WORK INSTRUCTION - The records follow. Filter them to the lines that hold "провулок".
_ _ _ _
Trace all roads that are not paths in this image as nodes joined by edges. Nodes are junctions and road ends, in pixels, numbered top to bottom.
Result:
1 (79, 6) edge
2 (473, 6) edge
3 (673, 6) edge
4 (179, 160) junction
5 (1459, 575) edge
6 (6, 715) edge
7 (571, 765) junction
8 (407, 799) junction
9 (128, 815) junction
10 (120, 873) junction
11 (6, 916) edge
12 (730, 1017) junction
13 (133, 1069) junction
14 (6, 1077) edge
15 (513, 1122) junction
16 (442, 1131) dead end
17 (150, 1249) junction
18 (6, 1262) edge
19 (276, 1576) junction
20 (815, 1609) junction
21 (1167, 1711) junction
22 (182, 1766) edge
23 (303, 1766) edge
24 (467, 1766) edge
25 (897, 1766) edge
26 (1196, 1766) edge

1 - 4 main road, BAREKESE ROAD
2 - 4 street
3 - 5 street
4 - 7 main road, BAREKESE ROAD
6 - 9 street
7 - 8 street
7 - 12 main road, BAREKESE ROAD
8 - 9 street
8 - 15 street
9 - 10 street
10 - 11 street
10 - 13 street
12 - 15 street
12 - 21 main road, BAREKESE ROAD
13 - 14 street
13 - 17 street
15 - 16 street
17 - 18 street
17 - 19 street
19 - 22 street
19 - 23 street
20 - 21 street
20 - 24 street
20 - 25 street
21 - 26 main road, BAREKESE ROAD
_ _ _ _
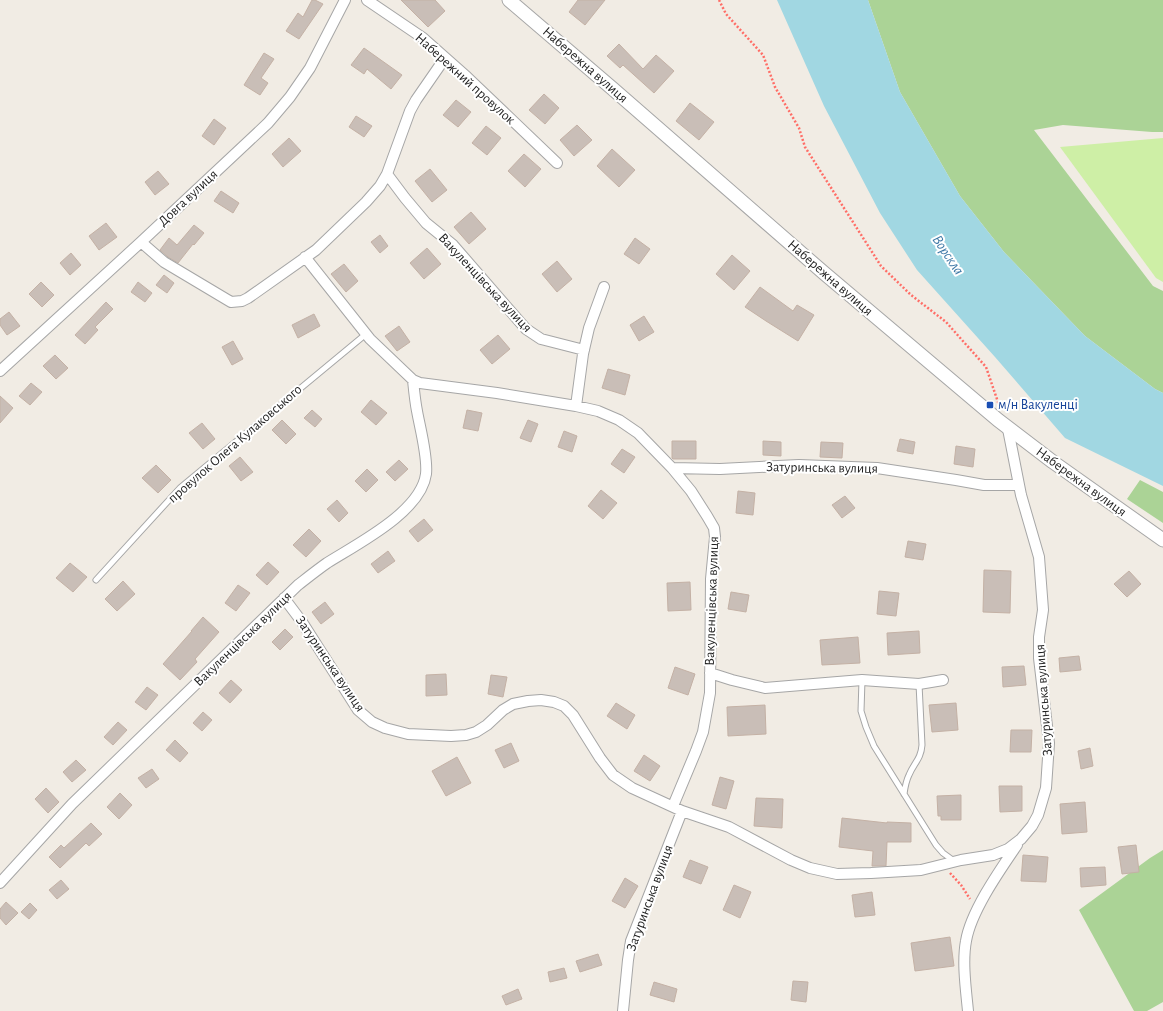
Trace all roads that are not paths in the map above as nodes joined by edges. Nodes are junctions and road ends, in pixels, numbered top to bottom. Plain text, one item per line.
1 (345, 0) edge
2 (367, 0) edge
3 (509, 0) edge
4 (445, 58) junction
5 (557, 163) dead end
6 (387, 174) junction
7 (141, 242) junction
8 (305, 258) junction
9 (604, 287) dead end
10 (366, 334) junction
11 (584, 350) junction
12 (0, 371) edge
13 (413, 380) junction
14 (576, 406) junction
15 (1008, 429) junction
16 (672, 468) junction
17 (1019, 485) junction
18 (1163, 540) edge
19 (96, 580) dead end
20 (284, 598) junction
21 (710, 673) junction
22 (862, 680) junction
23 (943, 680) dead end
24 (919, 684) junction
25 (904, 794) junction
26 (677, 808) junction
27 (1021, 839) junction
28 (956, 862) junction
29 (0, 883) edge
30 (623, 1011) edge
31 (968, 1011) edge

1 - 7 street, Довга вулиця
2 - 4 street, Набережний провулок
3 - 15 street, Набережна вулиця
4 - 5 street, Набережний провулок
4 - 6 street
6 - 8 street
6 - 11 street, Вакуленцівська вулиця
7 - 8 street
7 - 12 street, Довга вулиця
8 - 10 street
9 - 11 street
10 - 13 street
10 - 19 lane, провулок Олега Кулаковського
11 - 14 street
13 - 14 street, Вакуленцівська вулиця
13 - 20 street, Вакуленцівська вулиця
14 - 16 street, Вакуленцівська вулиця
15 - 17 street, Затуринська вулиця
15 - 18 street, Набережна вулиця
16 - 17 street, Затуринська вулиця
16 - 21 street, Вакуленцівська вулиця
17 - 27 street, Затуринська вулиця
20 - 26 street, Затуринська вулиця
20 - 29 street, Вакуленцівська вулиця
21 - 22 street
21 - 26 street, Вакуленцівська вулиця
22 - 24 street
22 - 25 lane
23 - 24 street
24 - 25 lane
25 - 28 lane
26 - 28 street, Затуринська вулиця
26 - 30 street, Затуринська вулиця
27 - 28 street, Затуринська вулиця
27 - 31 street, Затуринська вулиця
_ _ _ _
RESULT BELOW -
2 - 4 street, Набережний провулок
4 - 5 street, Набережний провулок
10 - 19 lane, провулок Олега Кулаковського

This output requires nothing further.